→ Problem
Transcribe all the records exactly and omit any images they hold.
########################################
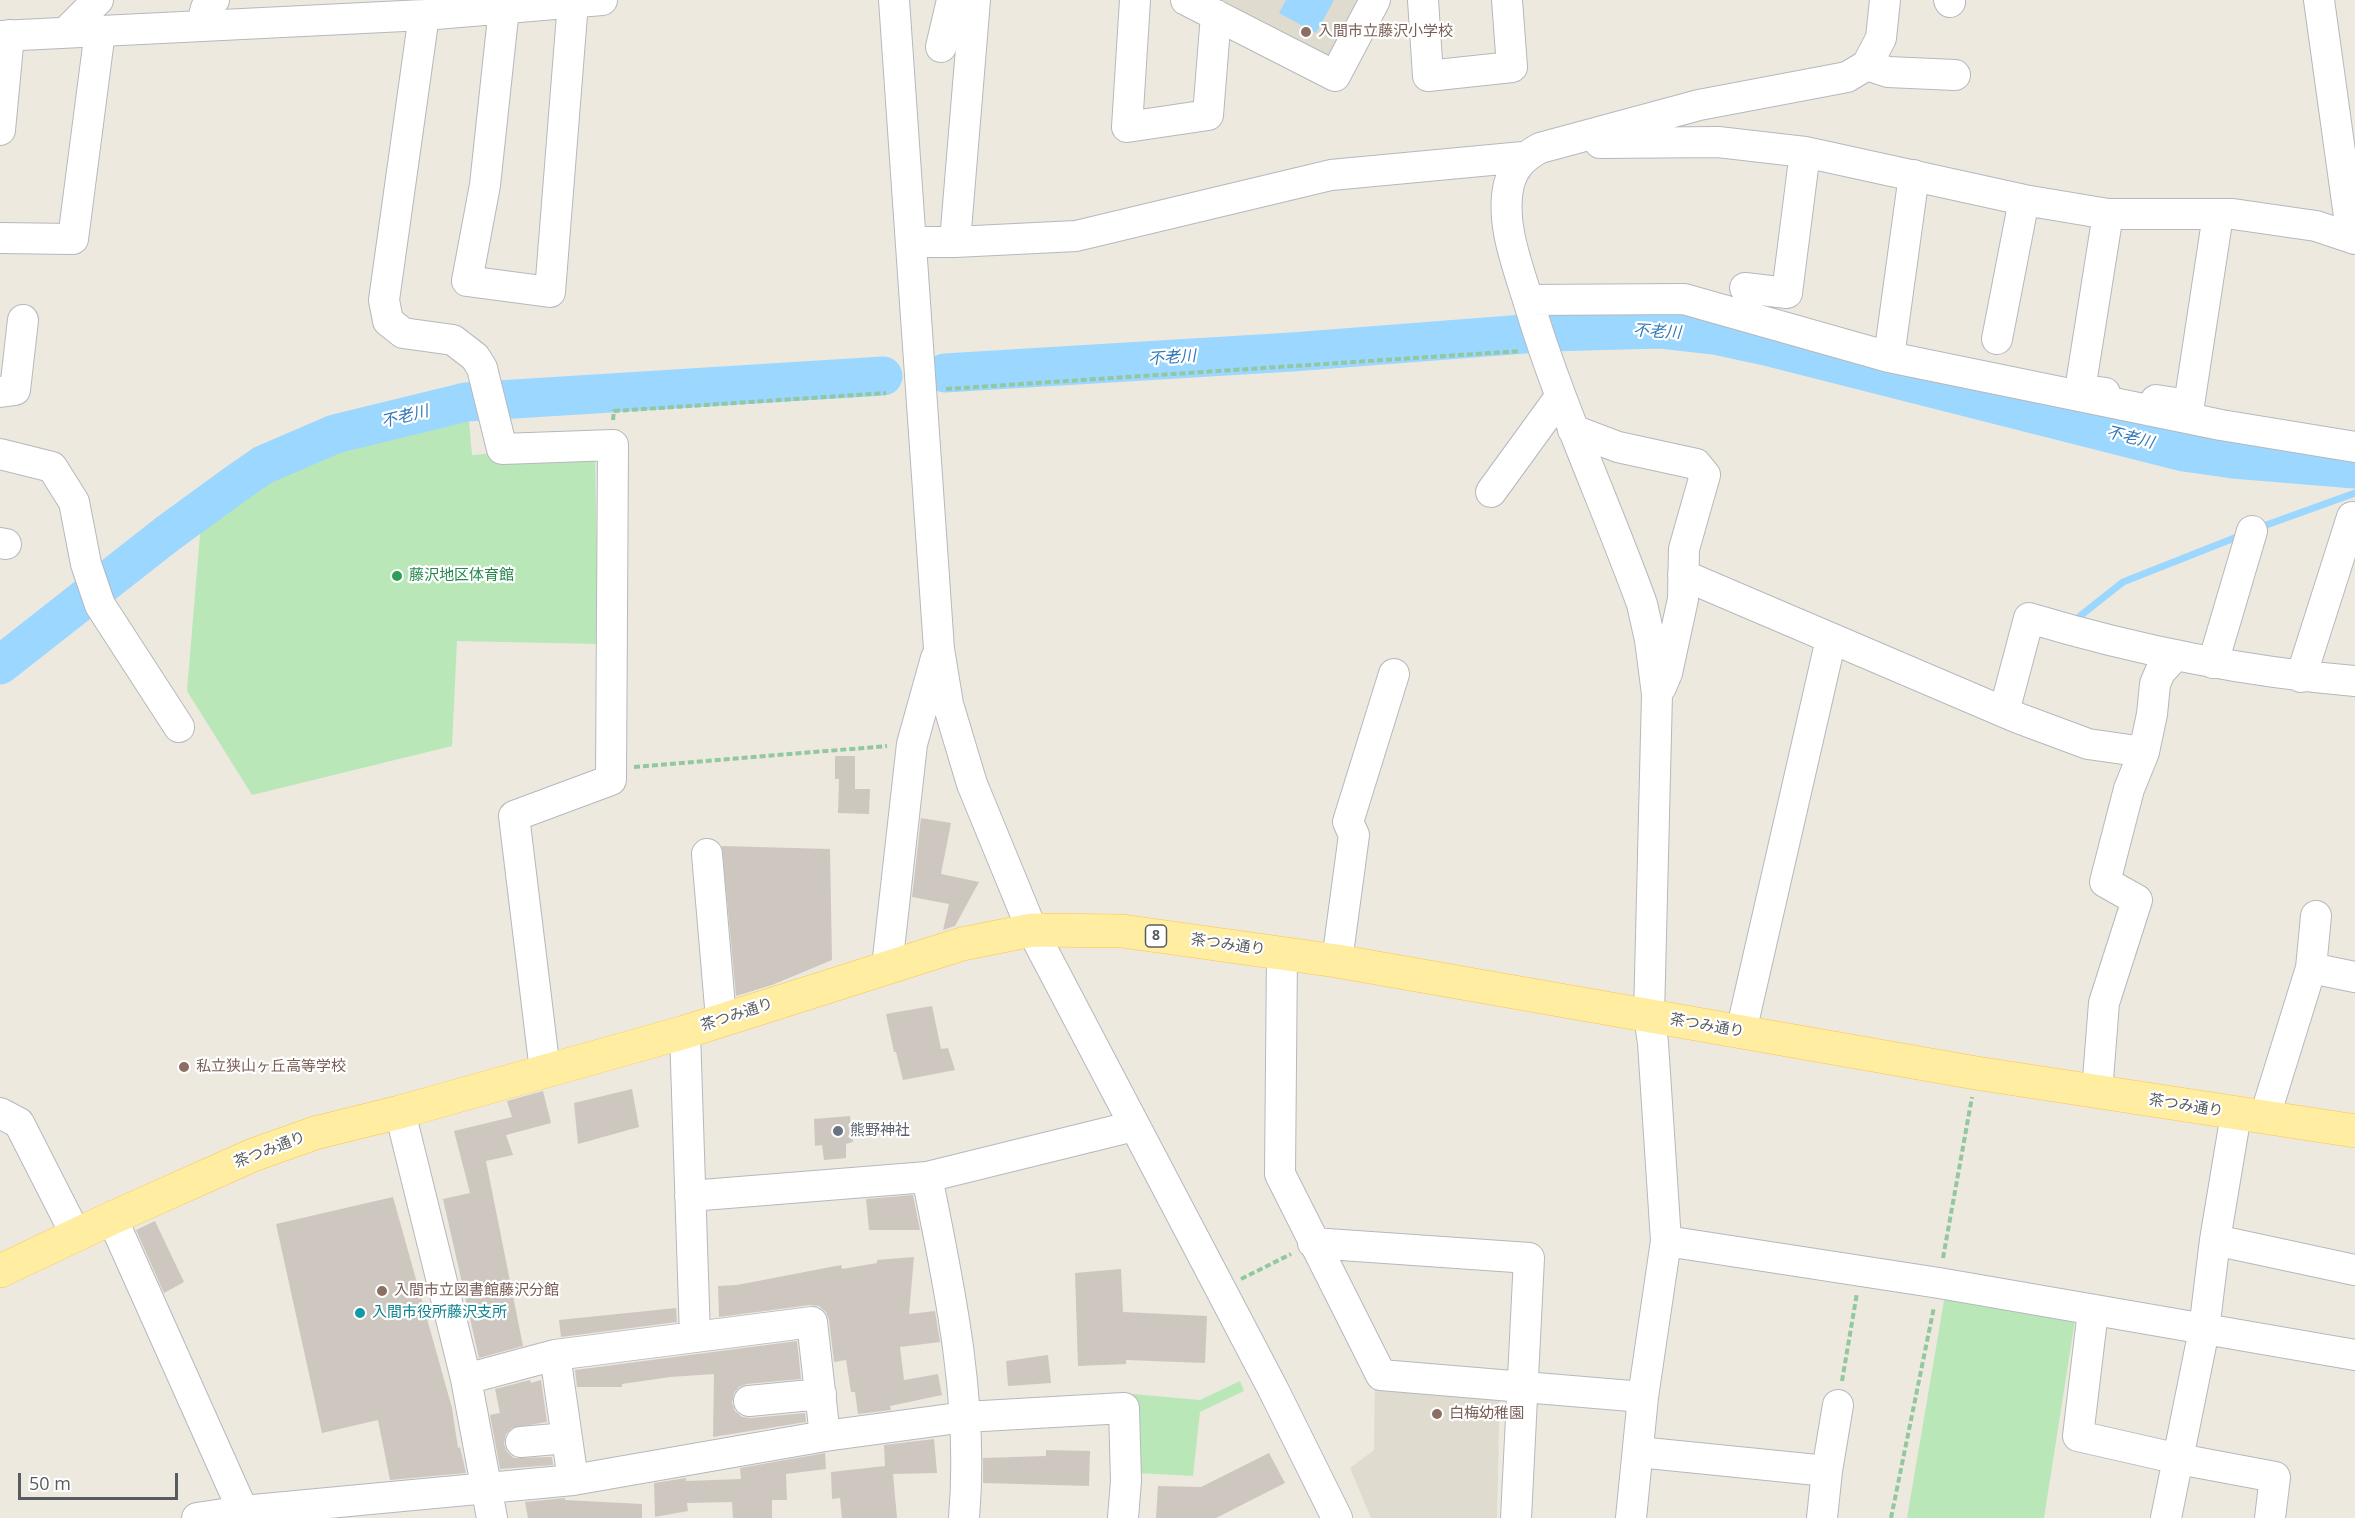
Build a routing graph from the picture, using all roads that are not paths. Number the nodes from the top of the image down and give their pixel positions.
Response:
1 (98, 0) edge
2 (894, 0) edge
3 (952, 0) edge
4 (975, 0) edge
5 (1135, 0) edge
6 (1186, 0) edge
7 (1375, 0) edge
8 (1423, 0) edge
9 (1506, 0) edge
10 (1885, 0) edge
11 (2319, 0) edge
12 (587, 1) edge
13 (504, 8) junction
14 (339, 10) edge
15 (207, 13) edge
16 (424, 15) junction
17 (1216, 15) junction
18 (100, 31) junction
19 (66, 32) junction
20 (4, 35) edge
21 (941, 47) dead end
22 (1867, 65) junction
23 (1955, 75) dead end
24 (0, 130) edge
25 (1560, 143) junction
26 (1805, 152) junction
27 (1523, 157) junction
28 (1914, 175) junction
29 (2024, 200) junction
30 (2108, 214) junction
31 (2218, 215) junction
32 (0, 238) edge
33 (2354, 239) edge
34 (911, 242) junction
35 (955, 242) junction
36 (1746, 288) dead end
37 (1527, 300) junction
38 (23, 320) dead end
39 (1996, 339) dead end
40 (1889, 357) junction
41 (0, 392) edge
42 (1560, 397) junction
43 (1573, 430) junction
44 (2355, 447) edge
45 (0, 454) edge
46 (1491, 492) dead end
47 (2352, 516) dead end
48 (2252, 531) dead end
49 (1683, 575) junction
50 (1832, 639) junction
51 (939, 649) junction
52 (2176, 655) junction
53 (2213, 663) junction
54 (1394, 674) dead end
55 (2301, 677) junction
56 (2355, 681) edge
57 (1657, 694) junction
58 (2004, 712) junction
59 (179, 727) dead end
60 (2144, 752) junction
61 (707, 854) dead end
62 (2316, 916) dead end
63 (1032, 930) junction
64 (1282, 953) junction
65 (1337, 961) junction
66 (887, 967) junction
67 (2311, 968) junction
68 (2355, 977) edge
69 (1649, 1016) junction
70 (721, 1019) junction
71 (685, 1032) junction
72 (1742, 1032) junction
73 (545, 1071) junction
74 (2097, 1092) junction
75 (400, 1112) junction
76 (0, 1113) edge
77 (2251, 1115) junction
78 (1134, 1126) junction
79 (2355, 1131) edge
80 (927, 1177) junction
81 (690, 1196) junction
82 (112, 1218) junction
83 (76, 1235) junction
84 (2215, 1240) junction
85 (1666, 1241) junction
86 (1313, 1243) junction
87 (2355, 1270) edge
88 (0, 1271) edge
89 (2093, 1311) junction
90 (2204, 1330) junction
91 (695, 1337) junction
92 (555, 1355) junction
93 (2355, 1355) edge
94 (466, 1379) junction
95 (1522, 1387) junction
96 (821, 1394) junction
97 (1643, 1397) junction
98 (749, 1401) dead end
99 (1838, 1405) road end
100 (965, 1417) junction
101 (825, 1436) junction
102 (567, 1438) junction
103 (521, 1442) dead end
104 (1638, 1452) junction
105 (2179, 1459) junction
106 (1827, 1471) junction
107 (573, 1480) junction
108 (487, 1487) junction
109 (243, 1511) junction
110 (301, 1512) edge
111 (197, 1518) edge
112 (492, 1518) edge
113 (964, 1518) edge
114 (1123, 1518) edge
115 (1337, 1518) edge
116 (1516, 1518) edge
117 (1631, 1518) edge
118 (1822, 1518) edge
119 (2166, 1518) edge
120 (2270, 1518) edge

1 - 19 street
2 - 34 street
3 - 21 street
4 - 35 street
5 - 17 street
6 - 17 street
7 - 17 street
8 - 9 street
10 - 22 street
11 - 33 street
12 - 13 street
12 - 13 street
13 - 16 street
14 - 15 street
14 - 16 street
15 - 18 street
16 - 73 street
18 - 19 street
18 - 32 street
19 - 20 street
20 - 24 street
22 - 23 street
22 - 25 street
25 - 26 street
25 - 27 street
26 - 28 street
26 - 36 street
27 - 35 street
27 - 37 street
28 - 29 street
28 - 40 street
29 - 30 street
29 - 39 street
30 - 31 street
30 - 31 street
31 - 33 street
34 - 35 street
34 - 51 street
37 - 40 street
37 - 42 street
38 - 41 street
40 - 44 street
42 - 43 street
42 - 46 street
43 - 49 street
43 - 57 street
45 - 59 street
47 - 55 street
48 - 53 street
49 - 50 street
49 - 57 street
50 - 58 street
50 - 72 street
51 - 63 street
51 - 66 street
52 - 53 street
52 - 58 street
52 - 60 street
53 - 55 street
54 - 65 street
55 - 56 street
57 - 69 street
58 - 60 street
60 - 74 street
61 - 70 street
62 - 67 street
63 - 64 main road, 茶つみ通り / 8
63 - 66 main road, 茶つみ通り / 8
63 - 78 street
64 - 65 main road, 茶つみ通り / 8
64 - 86 street
65 - 69 main road, 茶つみ通り / 8
66 - 70 main road, 茶つみ通り / 8
67 - 68 street
67 - 77 street
69 - 72 main road, 茶つみ通り / 8
69 - 85 street
70 - 71 main road, 茶つみ通り / 8
71 - 73 main road, 茶つみ通り / 8
71 - 81 street
72 - 74 main road, 茶つみ通り / 8
73 - 75 main road, 茶つみ通り / 8
74 - 77 main road, 茶つみ通り / 8
75 - 82 main road, 茶つみ通り / 8
75 - 94 street
76 - 83 street
77 - 79 main road, 茶つみ通り / 8
77 - 84 street
78 - 80 street
78 - 115 street
80 - 81 street
80 - 100 street
81 - 91 street
82 - 83 main road, 茶つみ通り / 8
82 - 109 street
83 - 88 main road, 茶つみ通り / 8
84 - 87 street
84 - 90 street
85 - 89 street
85 - 97 street
86 - 95 street
86 - 95 street
89 - 90 street
89 - 105 street
90 - 93 street
90 - 105 street
91 - 92 street
91 - 96 street
92 - 94 street
92 - 102 street
94 - 108 street
95 - 97 street
95 - 116 street
96 - 98 street
96 - 101 street
97 - 104 street
99 - 106 street
100 - 101 street
100 - 113 street
100 - 114 street
101 - 107 street
102 - 103 street
102 - 107 street
104 - 106 street
104 - 117 street
105 - 119 street
105 - 120 street
106 - 118 street
107 - 108 street
108 - 110 street
108 - 112 street
109 - 110 street
109 - 111 street

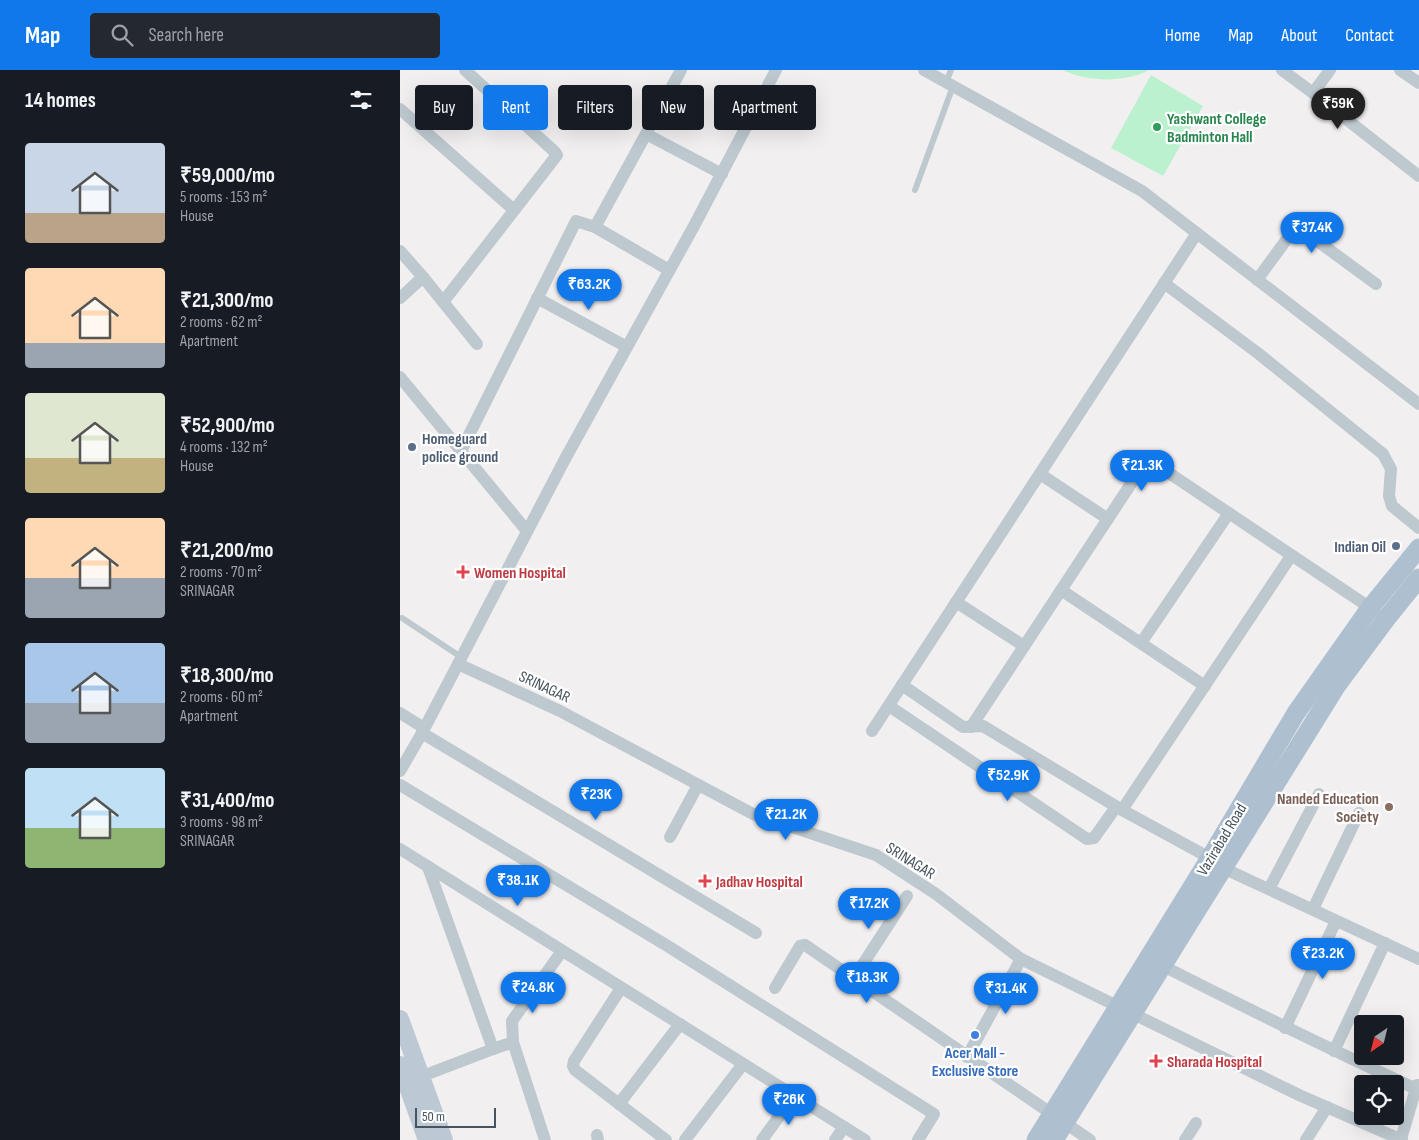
########################################
→ Solution for this problem
Build a routing graph from the picture, using all roads that are not paths. Number the nodes from the top of the image down and give their pixel positions.
Response:
1 (98, 0) edge
2 (894, 0) edge
3 (952, 0) edge
4 (975, 0) edge
5 (1135, 0) edge
6 (1186, 0) edge
7 (1375, 0) edge
8 (1423, 0) edge
9 (1506, 0) edge
10 (1885, 0) edge
11 (2319, 0) edge
12 (587, 1) edge
13 (504, 8) junction
14 (339, 10) edge
15 (207, 13) edge
16 (424, 15) junction
17 (1216, 15) junction
18 (100, 31) junction
19 (66, 32) junction
20 (4, 35) edge
21 (941, 47) dead end
22 (1867, 65) junction
23 (1955, 75) dead end
24 (0, 130) edge
25 (1560, 143) junction
26 (1805, 152) junction
27 (1523, 157) junction
28 (1914, 175) junction
29 (2024, 200) junction
30 (2108, 214) junction
31 (2218, 215) junction
32 (0, 238) edge
33 (2354, 239) edge
34 (911, 242) junction
35 (955, 242) junction
36 (1746, 288) dead end
37 (1527, 300) junction
38 (23, 320) dead end
39 (1996, 339) dead end
40 (1889, 357) junction
41 (0, 392) edge
42 (1560, 397) junction
43 (1573, 430) junction
44 (2355, 447) edge
45 (0, 454) edge
46 (1491, 492) dead end
47 (2352, 516) dead end
48 (2252, 531) dead end
49 (1683, 575) junction
50 (1832, 639) junction
51 (939, 649) junction
52 (2176, 655) junction
53 (2213, 663) junction
54 (1394, 674) dead end
55 (2301, 677) junction
56 (2355, 681) edge
57 (1657, 694) junction
58 (2004, 712) junction
59 (179, 727) dead end
60 (2144, 752) junction
61 (707, 854) dead end
62 (2316, 916) dead end
63 (1032, 930) junction
64 (1282, 953) junction
65 (1337, 961) junction
66 (887, 967) junction
67 (2311, 968) junction
68 (2355, 977) edge
69 (1649, 1016) junction
70 (721, 1019) junction
71 (685, 1032) junction
72 (1742, 1032) junction
73 (545, 1071) junction
74 (2097, 1092) junction
75 (400, 1112) junction
76 (0, 1113) edge
77 (2251, 1115) junction
78 (1134, 1126) junction
79 (2355, 1131) edge
80 (927, 1177) junction
81 (690, 1196) junction
82 (112, 1218) junction
83 (76, 1235) junction
84 (2215, 1240) junction
85 (1666, 1241) junction
86 (1313, 1243) junction
87 (2355, 1270) edge
88 (0, 1271) edge
89 (2093, 1311) junction
90 (2204, 1330) junction
91 (695, 1337) junction
92 (555, 1355) junction
93 (2355, 1355) edge
94 (466, 1379) junction
95 (1522, 1387) junction
96 (821, 1394) junction
97 (1643, 1397) junction
98 (749, 1401) dead end
99 (1838, 1405) road end
100 (965, 1417) junction
101 (825, 1436) junction
102 (567, 1438) junction
103 (521, 1442) dead end
104 (1638, 1452) junction
105 (2179, 1459) junction
106 (1827, 1471) junction
107 (573, 1480) junction
108 (487, 1487) junction
109 (243, 1511) junction
110 (301, 1512) edge
111 (197, 1518) edge
112 (492, 1518) edge
113 (964, 1518) edge
114 (1123, 1518) edge
115 (1337, 1518) edge
116 (1516, 1518) edge
117 (1631, 1518) edge
118 (1822, 1518) edge
119 (2166, 1518) edge
120 (2270, 1518) edge

1 - 19 street
2 - 34 street
3 - 21 street
4 - 35 street
5 - 17 street
6 - 17 street
7 - 17 street
8 - 9 street
10 - 22 street
11 - 33 street
12 - 13 street
12 - 13 street
13 - 16 street
14 - 15 street
14 - 16 street
15 - 18 street
16 - 73 street
18 - 19 street
18 - 32 street
19 - 20 street
20 - 24 street
22 - 23 street
22 - 25 street
25 - 26 street
25 - 27 street
26 - 28 street
26 - 36 street
27 - 35 street
27 - 37 street
28 - 29 street
28 - 40 street
29 - 30 street
29 - 39 street
30 - 31 street
30 - 31 street
31 - 33 street
34 - 35 street
34 - 51 street
37 - 40 street
37 - 42 street
38 - 41 street
40 - 44 street
42 - 43 street
42 - 46 street
43 - 49 street
43 - 57 street
45 - 59 street
47 - 55 street
48 - 53 street
49 - 50 street
49 - 57 street
50 - 58 street
50 - 72 street
51 - 63 street
51 - 66 street
52 - 53 street
52 - 58 street
52 - 60 street
53 - 55 street
54 - 65 street
55 - 56 street
57 - 69 street
58 - 60 street
60 - 74 street
61 - 70 street
62 - 67 street
63 - 64 main road, 茶つみ通り / 8
63 - 66 main road, 茶つみ通り / 8
63 - 78 street
64 - 65 main road, 茶つみ通り / 8
64 - 86 street
65 - 69 main road, 茶つみ通り / 8
66 - 70 main road, 茶つみ通り / 8
67 - 68 street
67 - 77 street
69 - 72 main road, 茶つみ通り / 8
69 - 85 street
70 - 71 main road, 茶つみ通り / 8
71 - 73 main road, 茶つみ通り / 8
71 - 81 street
72 - 74 main road, 茶つみ通り / 8
73 - 75 main road, 茶つみ通り / 8
74 - 77 main road, 茶つみ通り / 8
75 - 82 main road, 茶つみ通り / 8
75 - 94 street
76 - 83 street
77 - 79 main road, 茶つみ通り / 8
77 - 84 street
78 - 80 street
78 - 115 street
80 - 81 street
80 - 100 street
81 - 91 street
82 - 83 main road, 茶つみ通り / 8
82 - 109 street
83 - 88 main road, 茶つみ通り / 8
84 - 87 street
84 - 90 street
85 - 89 street
85 - 97 street
86 - 95 street
86 - 95 street
89 - 90 street
89 - 105 street
90 - 93 street
90 - 105 street
91 - 92 street
91 - 96 street
92 - 94 street
92 - 102 street
94 - 108 street
95 - 97 street
95 - 116 street
96 - 98 street
96 - 101 street
97 - 104 street
99 - 106 street
100 - 101 street
100 - 113 street
100 - 114 street
101 - 107 street
102 - 103 street
102 - 107 street
104 - 106 street
104 - 117 street
105 - 119 street
105 - 120 street
106 - 118 street
107 - 108 street
108 - 110 street
108 - 112 street
109 - 110 street
109 - 111 street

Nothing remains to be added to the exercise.